According to the report, the agency is collaborating with other government agencies, academia, and industry to advance its understanding of WGS. Toward this end, the FDA earlier this year held a one-day workshop to discuss next-generation sequencing in clinical diagnostic applications, but has set no timeline for when — or whether — it intends to issue guidance on the matter (CSN 6/29/2011).
Short of whole-genome sequencing, the FDA is somewhat further along in developing validation methods other types of complex molecular diagnostics, such as microarray-based technologies. The agency has "evaluated the ability of manufacturers to validate the performance of their microarray technologies in treating breast cancer, multiple myeloma, and neuroblastoma," the agency said in the report. "These efforts have identified ways to sharpen the evaluation of microarray technologies, which should increase the reliability of this new medical tool."
Molecularly guided patient stratification to identify best responder population for drugs for serious illnesses is another area where the FDA is focusing on improving its regulatory capabilities. "Current methods for measuring the effect of chemotherapy on breast cancer tissue have often been inadequate to predict how the tumor will respond," the agency states in the report. "To help address this problem, we’re developing new analytical tools using multiplex protein arrays that can rapidly monitor tumor response."
Such analytical tools will "aid in selecting the right drug for the right patient," the agency added. "Our goal is to better personalize breast cancer treatment and reduce the patient’s exposure to ineffective and potentially toxic therapies."
The agency is also working on developing a so-called Library of Models, which will house publicly accessible, interoperable computer simulations of human physiology in different disease states. Such computer modeling and simulation is critical to advancing personalized medicine, according to the FDA.

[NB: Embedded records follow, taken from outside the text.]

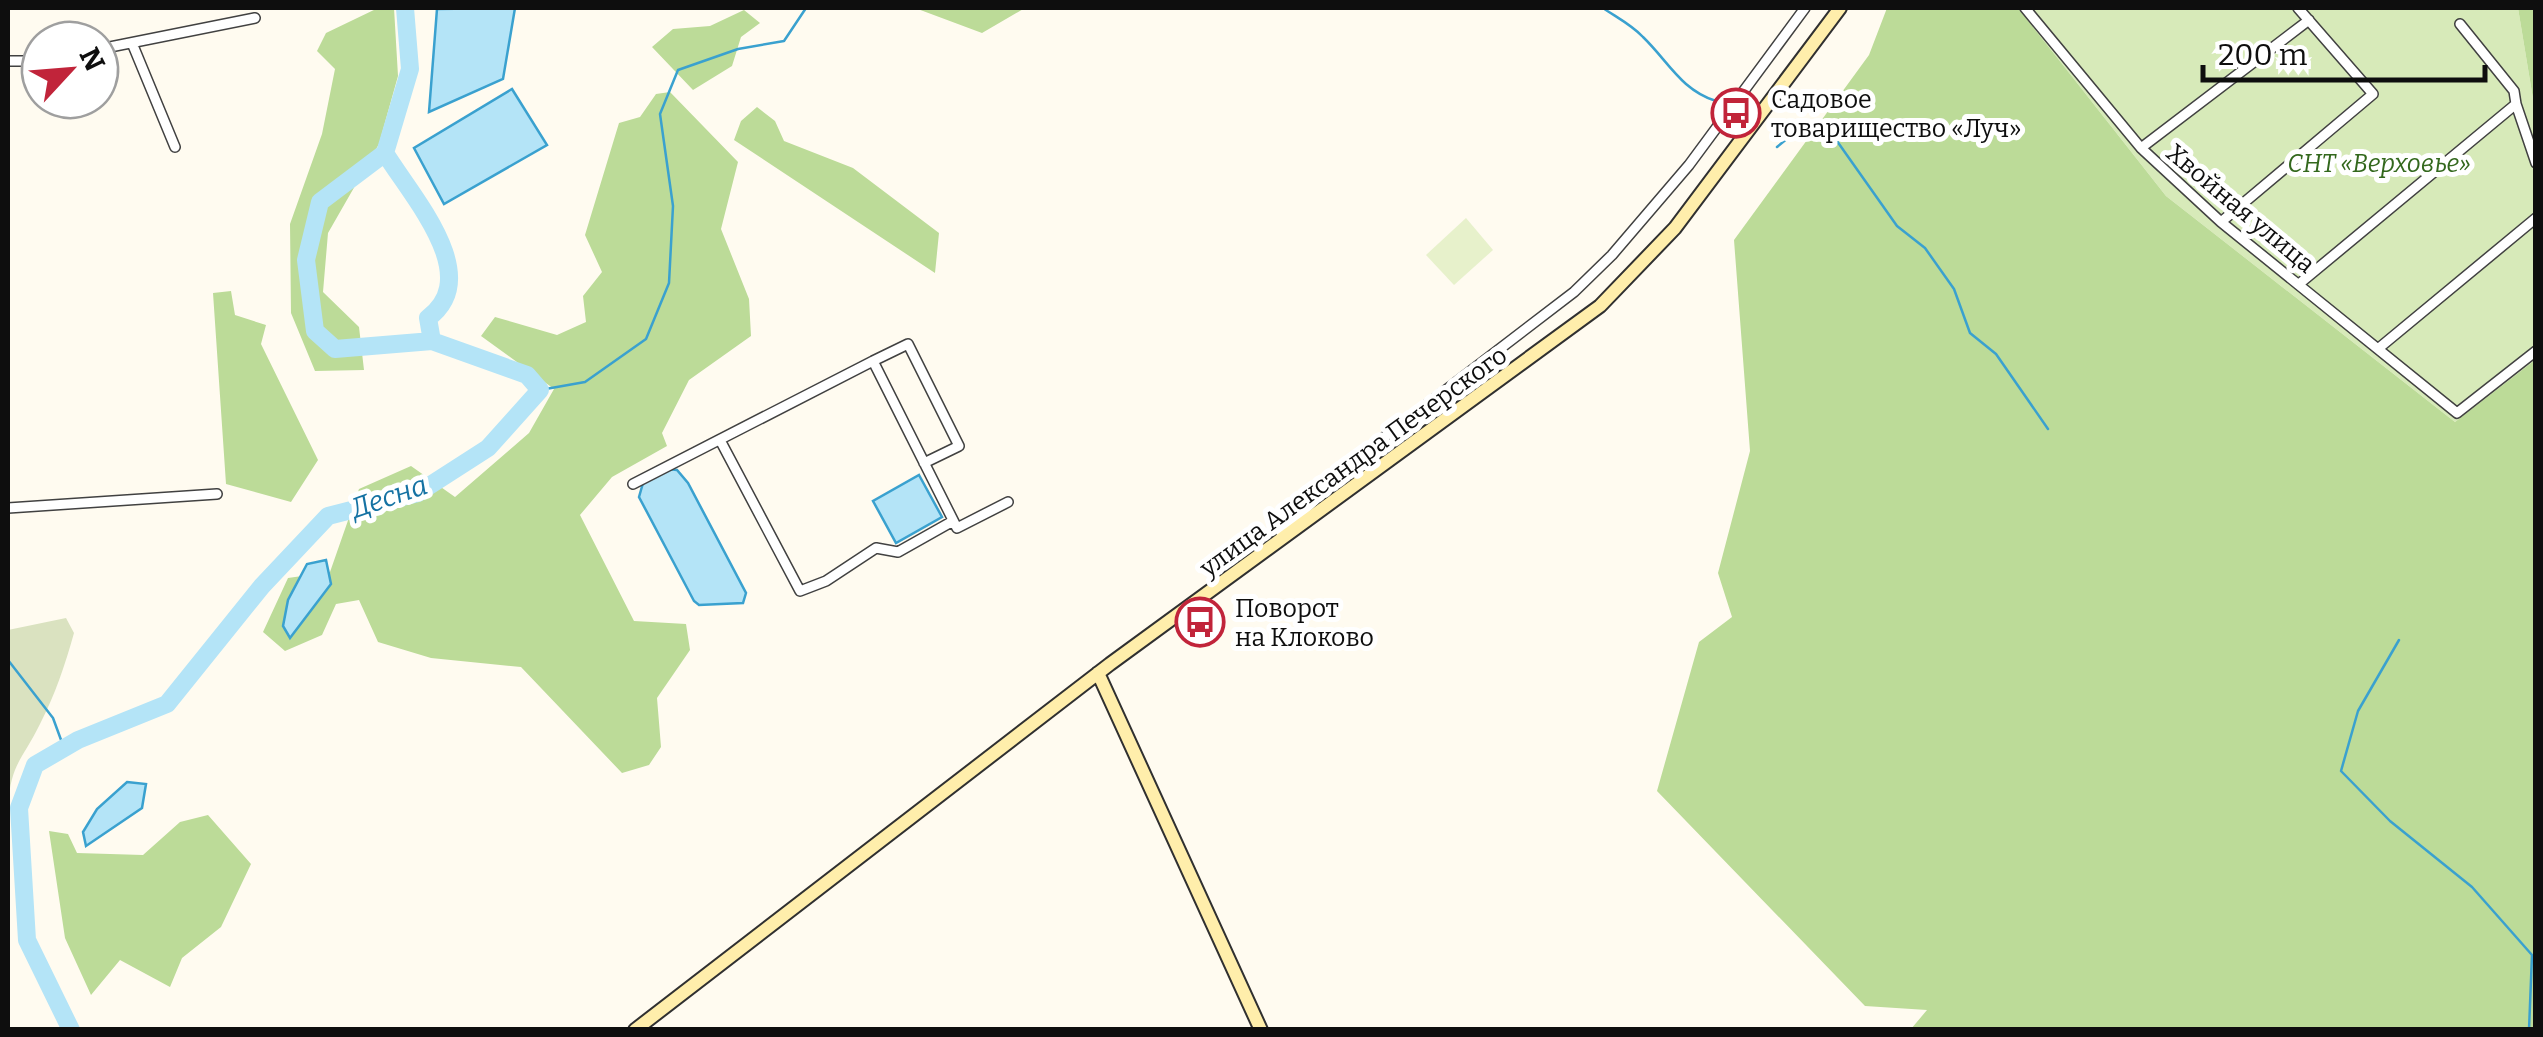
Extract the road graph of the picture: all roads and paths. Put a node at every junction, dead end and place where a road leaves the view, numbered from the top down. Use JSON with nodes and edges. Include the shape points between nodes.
{"nodes":[{"id":1,"x":1805,"y":8,"type":"edge"},
{"id":2,"x":1840,"y":8,"type":"edge"},
{"id":3,"x":2025,"y":8,"type":"edge"},
{"id":4,"x":2298,"y":8,"type":"edge"},
{"id":5,"x":2313,"y":8,"type":"edge"},
{"id":6,"x":255,"y":18,"type":"dead end"},
{"id":7,"x":2309,"y":20,"type":"junction"},
{"id":8,"x":2460,"y":24,"type":"dead end"},
{"id":9,"x":132,"y":43,"type":"junction"},
{"id":10,"x":120,"y":45,"type":"edge"},
{"id":11,"x":2516,"y":104,"type":"junction"},
{"id":12,"x":176,"y":147,"type":"dead end"},
{"id":13,"x":2142,"y":148,"type":"junction"},
{"id":14,"x":2536,"y":162,"type":"edge"},
{"id":15,"x":2536,"y":218,"type":"edge"},
{"id":16,"x":2221,"y":222,"type":"junction"},
{"id":17,"x":2300,"y":284,"type":"junction"},
{"id":18,"x":2379,"y":348,"type":"junction"},
{"id":19,"x":2536,"y":350,"type":"edge"},
{"id":20,"x":873,"y":361,"type":"junction"},
{"id":21,"x":720,"y":440,"type":"junction"},
{"id":22,"x":924,"y":463,"type":"junction"},
{"id":23,"x":633,"y":484,"type":"dead end"},
{"id":24,"x":217,"y":494,"type":"dead end"},
{"id":25,"x":1008,"y":502,"type":"dead end"},
{"id":26,"x":8,"y":508,"type":"edge"},
{"id":27,"x":954,"y":521,"type":"junction"},
{"id":28,"x":1255,"y":558,"type":"junction"},
{"id":29,"x":1098,"y":673,"type":"junction"},
{"id":30,"x":635,"y":1030,"type":"edge"},
{"id":31,"x":1262,"y":1030,"type":"edge"}],
"edges":[{"from":1,"to":28,"type":"street","via":[[1689,165],[1612,255],[1574,292],[1365,452]]},
{"from":2,"to":28,"type":"main road","name":"улица Александра Печерского","via":[[1675,228],[1600,306]]},
{"from":3,"to":13,"type":"street","name":"Хвойная улица"},
{"from":4,"to":7,"type":"street"},
{"from":5,"to":7,"type":"street"},
{"from":6,"to":9,"type":"street"},
{"from":7,"to":13,"type":"street"},
{"from":7,"to":16,"type":"street","via":[[2373,94]]},
{"from":8,"to":11,"type":"street","via":[[2514,91]]},
{"from":9,"to":10,"type":"street"},
{"from":9,"to":12,"type":"street"},
{"from":11,"to":14,"type":"street"},
{"from":11,"to":17,"type":"street"},
{"from":13,"to":16,"type":"street","name":"Хвойная улица"},
{"from":15,"to":18,"type":"street"},
{"from":16,"to":17,"type":"street","name":"Хвойная улица"},
{"from":17,"to":18,"type":"street","name":"Хвойная улица"},
{"from":18,"to":19,"type":"street","name":"Хвойная улица","via":[[2457,413]]},
{"from":20,"to":21,"type":"street"},
{"from":20,"to":22,"type":"street"},
{"from":20,"to":22,"type":"street","via":[[908,344],[959,446]]},
{"from":21,"to":23,"type":"street"},
{"from":21,"to":27,"type":"street","via":[[800,591],[876,548],[898,552]]},
{"from":22,"to":27,"type":"street"},
{"from":24,"to":26,"type":"street"},
{"from":25,"to":27,"type":"street","via":[[957,528]]},
{"from":28,"to":29,"type":"main road","name":"улица Александра Печерского"},
{"from":29,"to":30,"type":"main road","name":"улица Александра Печерского"},
{"from":29,"to":31,"type":"main road"}]}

"Personalized medicine requires more than a personalized genome, it requires personalized functional anatomy," the agency states in the report. "We plan to make this Virtual Physiological Patient accessible to researchers and medical device developers for testing new device designs and applying for device clearance and approval."
Lastly, biomarker development will also be a key part of improving regulatory efforts at the agency for devices.
"Biomarker development is needed to: detect damage to organs; develop approaches to predict the toxicity of compounds released from devices; evaluate the interactive effects of compounds released from devices; and characterize the exposure of patients to compounds released from medical devices," the FDA notes in the report. "As CDRH continues to qualify the use of biomarkers in clinical settings, we will also strive to develop new biomarkers to aid in determining the safety and effectiveness of medical devices."
In line with FDA's efforts to improve its knowledge of advanced, emerging technologies, the agency is seeking public input on a plan to create a network of outside scientific experts who would provide FDA staff with "specialized knowledge about emerging technology." Members of the public can comment on the plan for developing this Network of Experts until Oct. 28. CDRH is conducting a 12-week pilot of the network from Sept. 30 to Dec. 30.
Unlike experts on FDA's advisory committees, members of CDRH's Network of Experts will not advise the agency on policy matters. "Instead, network members will share their particular expertise on specific topics to help center staff form their own conclusions," the agency said in a statement.
In a document outlining the ways in which the experts may be used by the agency, the agency cites "current technical limitations in whole genome sequencing technology," as one of the potential topics on which network members may be asked to provide input.